» **Collected data entries**
□ □ □
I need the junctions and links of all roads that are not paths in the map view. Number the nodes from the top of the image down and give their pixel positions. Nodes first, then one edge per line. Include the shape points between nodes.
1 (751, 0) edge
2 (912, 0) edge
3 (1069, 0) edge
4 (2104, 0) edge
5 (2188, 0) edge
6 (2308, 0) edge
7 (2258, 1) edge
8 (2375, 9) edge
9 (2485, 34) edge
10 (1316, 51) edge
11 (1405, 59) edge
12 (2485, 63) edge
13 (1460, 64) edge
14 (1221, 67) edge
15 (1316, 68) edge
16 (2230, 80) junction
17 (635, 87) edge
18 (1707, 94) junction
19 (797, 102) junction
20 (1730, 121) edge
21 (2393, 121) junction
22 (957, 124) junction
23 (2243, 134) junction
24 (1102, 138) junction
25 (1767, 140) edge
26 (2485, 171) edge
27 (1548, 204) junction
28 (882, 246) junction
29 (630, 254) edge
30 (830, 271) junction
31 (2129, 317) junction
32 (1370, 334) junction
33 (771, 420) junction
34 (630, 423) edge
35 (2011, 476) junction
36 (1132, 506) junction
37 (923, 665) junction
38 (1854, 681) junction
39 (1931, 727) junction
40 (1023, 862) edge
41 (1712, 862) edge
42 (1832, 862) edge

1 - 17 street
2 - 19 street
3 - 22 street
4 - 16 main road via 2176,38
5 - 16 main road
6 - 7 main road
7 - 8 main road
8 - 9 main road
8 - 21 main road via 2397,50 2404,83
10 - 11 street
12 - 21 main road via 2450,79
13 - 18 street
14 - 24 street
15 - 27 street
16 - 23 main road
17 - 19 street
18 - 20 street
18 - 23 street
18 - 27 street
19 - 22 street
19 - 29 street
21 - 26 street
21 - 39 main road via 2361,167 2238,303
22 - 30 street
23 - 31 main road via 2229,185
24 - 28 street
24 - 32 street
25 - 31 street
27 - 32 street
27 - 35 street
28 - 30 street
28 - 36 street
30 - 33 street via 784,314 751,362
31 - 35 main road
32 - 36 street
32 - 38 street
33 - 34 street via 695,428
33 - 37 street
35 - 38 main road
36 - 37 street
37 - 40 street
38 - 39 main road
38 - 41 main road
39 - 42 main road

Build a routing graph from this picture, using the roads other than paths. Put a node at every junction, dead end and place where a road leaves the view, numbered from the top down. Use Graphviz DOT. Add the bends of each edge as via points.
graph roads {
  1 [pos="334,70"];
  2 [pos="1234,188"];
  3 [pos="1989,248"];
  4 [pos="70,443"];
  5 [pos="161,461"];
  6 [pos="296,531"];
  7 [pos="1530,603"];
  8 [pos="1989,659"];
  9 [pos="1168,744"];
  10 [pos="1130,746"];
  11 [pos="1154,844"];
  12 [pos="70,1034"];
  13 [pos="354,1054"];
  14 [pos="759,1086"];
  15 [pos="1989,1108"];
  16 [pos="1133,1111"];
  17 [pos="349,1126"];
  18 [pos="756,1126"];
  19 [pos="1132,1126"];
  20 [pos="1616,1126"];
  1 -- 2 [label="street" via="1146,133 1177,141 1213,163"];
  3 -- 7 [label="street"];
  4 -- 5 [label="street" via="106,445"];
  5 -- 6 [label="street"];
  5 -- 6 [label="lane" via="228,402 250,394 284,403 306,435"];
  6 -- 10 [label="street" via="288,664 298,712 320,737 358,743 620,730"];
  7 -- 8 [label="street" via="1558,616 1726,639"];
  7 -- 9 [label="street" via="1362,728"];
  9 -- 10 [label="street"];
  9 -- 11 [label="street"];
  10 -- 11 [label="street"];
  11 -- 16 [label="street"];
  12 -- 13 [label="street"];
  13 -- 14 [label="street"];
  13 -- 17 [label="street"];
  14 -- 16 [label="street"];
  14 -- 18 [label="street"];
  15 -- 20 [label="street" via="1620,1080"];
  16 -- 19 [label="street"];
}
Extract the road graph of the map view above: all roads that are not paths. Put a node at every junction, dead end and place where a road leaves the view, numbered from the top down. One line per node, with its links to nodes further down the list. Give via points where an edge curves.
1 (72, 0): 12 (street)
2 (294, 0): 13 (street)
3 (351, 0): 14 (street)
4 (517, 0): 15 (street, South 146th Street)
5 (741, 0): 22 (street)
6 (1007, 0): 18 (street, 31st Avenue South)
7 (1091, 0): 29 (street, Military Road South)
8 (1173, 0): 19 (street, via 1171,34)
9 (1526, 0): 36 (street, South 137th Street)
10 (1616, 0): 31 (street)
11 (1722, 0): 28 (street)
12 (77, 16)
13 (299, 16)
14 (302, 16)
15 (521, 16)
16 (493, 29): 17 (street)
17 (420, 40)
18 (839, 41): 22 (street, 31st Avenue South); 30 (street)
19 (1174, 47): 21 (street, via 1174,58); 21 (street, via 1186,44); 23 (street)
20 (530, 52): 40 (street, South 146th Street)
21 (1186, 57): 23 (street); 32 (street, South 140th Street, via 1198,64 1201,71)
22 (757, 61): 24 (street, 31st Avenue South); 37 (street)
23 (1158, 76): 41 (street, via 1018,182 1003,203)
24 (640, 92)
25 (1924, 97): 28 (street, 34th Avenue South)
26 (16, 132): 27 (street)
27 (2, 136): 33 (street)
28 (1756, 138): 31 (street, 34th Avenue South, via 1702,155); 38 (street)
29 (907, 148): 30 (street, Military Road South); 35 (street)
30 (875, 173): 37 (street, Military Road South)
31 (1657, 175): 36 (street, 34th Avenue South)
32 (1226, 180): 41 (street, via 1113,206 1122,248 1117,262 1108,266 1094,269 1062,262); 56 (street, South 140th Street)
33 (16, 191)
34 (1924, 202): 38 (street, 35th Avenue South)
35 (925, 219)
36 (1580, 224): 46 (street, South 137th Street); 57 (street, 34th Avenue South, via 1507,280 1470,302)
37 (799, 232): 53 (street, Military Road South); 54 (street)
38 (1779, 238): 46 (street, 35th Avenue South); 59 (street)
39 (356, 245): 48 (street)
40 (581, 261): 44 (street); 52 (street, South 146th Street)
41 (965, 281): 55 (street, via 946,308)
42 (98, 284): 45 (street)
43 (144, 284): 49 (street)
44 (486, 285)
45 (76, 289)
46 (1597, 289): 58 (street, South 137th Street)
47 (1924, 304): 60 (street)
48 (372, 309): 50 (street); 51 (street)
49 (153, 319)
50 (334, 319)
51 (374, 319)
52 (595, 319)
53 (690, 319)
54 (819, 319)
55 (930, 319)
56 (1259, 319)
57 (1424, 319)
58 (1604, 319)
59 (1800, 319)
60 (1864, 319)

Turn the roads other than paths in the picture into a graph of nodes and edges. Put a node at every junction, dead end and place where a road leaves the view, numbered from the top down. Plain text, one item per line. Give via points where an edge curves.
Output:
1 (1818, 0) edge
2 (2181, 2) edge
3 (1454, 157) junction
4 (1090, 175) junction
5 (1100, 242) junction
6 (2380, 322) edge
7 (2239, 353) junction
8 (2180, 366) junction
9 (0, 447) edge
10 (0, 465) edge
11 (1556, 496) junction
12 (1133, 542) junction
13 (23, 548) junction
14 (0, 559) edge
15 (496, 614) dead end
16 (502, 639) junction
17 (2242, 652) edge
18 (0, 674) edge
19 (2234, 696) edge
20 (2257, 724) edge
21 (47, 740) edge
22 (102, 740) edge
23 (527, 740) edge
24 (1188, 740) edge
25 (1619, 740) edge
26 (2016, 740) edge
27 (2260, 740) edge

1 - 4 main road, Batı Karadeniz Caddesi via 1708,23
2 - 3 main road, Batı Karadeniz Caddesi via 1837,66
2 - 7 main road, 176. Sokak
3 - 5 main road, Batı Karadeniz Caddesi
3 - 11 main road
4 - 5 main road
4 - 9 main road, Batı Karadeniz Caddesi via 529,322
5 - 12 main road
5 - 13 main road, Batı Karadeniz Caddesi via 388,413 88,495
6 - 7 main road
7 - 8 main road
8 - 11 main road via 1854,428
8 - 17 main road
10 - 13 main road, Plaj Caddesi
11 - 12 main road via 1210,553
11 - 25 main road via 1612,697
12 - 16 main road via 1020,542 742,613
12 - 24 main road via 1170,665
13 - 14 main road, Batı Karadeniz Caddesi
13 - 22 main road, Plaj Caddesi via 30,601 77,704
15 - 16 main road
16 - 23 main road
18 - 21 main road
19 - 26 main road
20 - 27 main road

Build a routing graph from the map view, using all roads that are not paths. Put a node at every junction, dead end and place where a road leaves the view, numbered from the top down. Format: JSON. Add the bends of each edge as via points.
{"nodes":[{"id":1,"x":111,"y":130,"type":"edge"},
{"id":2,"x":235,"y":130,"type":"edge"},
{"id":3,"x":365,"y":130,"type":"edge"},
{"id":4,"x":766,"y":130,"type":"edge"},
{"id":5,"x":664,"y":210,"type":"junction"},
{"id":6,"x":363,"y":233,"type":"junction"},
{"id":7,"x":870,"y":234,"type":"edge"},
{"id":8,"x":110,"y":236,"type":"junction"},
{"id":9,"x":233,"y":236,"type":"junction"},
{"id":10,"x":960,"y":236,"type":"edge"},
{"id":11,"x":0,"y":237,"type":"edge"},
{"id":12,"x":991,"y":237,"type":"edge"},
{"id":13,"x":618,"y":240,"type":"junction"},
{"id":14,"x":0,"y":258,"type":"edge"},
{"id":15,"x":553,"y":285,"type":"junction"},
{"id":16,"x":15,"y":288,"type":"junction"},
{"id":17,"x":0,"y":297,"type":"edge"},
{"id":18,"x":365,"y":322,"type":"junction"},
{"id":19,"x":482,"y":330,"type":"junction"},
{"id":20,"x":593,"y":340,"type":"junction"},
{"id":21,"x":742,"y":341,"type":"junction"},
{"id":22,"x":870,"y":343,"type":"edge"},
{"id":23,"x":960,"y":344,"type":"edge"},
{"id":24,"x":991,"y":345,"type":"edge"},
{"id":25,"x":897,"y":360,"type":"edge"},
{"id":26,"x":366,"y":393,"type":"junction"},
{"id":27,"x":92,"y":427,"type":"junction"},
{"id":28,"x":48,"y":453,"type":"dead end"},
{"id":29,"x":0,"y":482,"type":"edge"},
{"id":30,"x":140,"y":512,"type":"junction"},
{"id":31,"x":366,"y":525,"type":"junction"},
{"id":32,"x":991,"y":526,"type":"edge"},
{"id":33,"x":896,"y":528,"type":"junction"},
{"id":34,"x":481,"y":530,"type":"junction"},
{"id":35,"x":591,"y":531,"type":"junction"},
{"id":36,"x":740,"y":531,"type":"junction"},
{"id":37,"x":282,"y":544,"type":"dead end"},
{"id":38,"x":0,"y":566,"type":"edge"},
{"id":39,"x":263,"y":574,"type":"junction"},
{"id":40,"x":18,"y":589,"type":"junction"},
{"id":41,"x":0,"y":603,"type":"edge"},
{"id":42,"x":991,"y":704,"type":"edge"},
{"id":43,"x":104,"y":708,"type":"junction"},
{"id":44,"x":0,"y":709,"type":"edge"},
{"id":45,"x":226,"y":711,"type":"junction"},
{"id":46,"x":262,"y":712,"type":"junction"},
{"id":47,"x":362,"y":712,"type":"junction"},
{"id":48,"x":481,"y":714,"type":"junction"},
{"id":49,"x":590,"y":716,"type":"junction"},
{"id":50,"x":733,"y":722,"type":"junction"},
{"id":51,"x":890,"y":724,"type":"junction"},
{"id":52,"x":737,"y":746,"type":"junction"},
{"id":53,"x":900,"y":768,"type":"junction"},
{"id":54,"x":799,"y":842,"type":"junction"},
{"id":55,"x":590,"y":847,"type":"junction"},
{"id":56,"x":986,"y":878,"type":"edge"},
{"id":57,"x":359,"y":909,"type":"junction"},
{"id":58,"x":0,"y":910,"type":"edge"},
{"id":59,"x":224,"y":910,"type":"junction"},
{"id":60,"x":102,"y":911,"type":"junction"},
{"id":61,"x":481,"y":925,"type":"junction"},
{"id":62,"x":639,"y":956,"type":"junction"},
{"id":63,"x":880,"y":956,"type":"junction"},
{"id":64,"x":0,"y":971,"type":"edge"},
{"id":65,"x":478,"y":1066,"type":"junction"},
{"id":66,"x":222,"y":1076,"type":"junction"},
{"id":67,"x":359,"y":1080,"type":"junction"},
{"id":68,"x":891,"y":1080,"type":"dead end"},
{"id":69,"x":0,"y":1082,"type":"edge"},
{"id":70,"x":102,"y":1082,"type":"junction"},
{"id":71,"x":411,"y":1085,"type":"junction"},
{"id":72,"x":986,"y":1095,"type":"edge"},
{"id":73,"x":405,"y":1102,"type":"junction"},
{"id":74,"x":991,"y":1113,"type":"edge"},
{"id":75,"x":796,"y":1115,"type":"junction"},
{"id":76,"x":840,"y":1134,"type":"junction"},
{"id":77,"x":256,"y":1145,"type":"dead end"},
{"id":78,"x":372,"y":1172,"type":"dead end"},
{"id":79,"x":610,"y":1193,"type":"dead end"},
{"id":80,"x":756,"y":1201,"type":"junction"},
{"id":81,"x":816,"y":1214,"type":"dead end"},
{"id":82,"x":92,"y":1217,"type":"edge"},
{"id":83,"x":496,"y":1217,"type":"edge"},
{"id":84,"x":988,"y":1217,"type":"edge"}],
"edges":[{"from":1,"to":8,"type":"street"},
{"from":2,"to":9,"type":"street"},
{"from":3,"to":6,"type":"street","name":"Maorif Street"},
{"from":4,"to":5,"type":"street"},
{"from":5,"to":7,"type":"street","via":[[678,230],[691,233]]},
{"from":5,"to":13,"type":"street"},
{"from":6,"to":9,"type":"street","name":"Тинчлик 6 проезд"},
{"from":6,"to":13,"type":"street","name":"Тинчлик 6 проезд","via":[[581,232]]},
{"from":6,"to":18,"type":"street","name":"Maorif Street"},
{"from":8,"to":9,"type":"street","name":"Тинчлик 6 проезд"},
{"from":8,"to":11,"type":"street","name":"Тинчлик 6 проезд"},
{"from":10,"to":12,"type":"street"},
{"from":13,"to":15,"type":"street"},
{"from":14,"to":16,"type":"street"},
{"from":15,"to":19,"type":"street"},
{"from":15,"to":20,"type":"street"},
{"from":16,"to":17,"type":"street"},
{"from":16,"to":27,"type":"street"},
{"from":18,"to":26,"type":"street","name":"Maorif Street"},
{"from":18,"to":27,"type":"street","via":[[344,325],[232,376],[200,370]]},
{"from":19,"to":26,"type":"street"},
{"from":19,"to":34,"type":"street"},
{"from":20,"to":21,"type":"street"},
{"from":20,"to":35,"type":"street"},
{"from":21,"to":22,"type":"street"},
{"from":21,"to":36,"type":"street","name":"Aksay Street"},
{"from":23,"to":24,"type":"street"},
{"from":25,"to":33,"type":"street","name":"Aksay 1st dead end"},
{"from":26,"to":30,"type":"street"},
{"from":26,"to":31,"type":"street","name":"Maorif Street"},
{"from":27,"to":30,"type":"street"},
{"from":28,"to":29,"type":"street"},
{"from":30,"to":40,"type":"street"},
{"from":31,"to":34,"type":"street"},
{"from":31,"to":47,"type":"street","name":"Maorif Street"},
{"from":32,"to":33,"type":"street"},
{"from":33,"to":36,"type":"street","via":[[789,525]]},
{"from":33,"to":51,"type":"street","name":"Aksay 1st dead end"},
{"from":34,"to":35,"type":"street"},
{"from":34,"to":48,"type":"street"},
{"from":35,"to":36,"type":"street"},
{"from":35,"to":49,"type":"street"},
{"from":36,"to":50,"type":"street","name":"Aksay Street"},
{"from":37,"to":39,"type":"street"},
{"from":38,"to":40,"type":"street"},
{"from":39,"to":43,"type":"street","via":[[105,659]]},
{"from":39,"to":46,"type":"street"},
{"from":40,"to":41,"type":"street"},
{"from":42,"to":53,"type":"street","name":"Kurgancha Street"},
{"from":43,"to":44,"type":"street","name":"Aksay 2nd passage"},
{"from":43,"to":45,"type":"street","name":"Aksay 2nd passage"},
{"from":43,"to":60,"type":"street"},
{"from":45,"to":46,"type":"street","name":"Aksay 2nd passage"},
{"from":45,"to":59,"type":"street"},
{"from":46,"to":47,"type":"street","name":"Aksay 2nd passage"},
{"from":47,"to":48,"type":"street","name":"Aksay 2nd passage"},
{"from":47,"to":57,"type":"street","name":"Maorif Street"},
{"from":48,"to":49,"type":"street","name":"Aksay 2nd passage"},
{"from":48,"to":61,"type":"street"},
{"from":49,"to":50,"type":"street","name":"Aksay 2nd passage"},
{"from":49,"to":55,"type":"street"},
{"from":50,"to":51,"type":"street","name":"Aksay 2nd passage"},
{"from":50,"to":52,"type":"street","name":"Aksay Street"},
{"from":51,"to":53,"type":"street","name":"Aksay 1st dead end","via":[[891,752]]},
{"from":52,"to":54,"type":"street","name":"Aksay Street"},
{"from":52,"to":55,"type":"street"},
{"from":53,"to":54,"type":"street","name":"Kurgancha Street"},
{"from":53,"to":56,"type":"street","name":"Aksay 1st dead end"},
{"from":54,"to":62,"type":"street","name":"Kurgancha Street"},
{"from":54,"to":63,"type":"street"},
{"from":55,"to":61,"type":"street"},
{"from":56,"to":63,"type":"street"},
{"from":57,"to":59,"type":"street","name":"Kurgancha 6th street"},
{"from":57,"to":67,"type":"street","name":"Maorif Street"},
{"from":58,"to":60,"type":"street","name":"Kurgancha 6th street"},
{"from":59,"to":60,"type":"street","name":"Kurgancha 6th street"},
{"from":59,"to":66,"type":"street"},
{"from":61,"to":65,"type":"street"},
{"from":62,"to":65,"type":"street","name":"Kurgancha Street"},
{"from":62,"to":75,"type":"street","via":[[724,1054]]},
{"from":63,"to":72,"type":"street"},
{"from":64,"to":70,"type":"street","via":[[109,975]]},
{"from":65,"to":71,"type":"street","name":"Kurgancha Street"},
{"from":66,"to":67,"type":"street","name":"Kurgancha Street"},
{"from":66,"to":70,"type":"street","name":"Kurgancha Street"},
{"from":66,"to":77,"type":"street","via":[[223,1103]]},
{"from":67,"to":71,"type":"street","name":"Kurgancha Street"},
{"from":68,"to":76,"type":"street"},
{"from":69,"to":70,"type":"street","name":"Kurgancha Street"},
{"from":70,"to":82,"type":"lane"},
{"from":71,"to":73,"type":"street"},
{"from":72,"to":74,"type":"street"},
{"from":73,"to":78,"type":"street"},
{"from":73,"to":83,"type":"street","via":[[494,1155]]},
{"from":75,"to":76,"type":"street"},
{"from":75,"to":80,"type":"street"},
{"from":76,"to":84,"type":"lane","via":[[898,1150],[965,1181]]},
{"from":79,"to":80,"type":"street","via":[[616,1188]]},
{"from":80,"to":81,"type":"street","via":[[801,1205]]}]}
□ □ □
» **Instructions for the task**
Check each line in the data for the word "Build", then report only how many lines contain it.

» **Response area**
2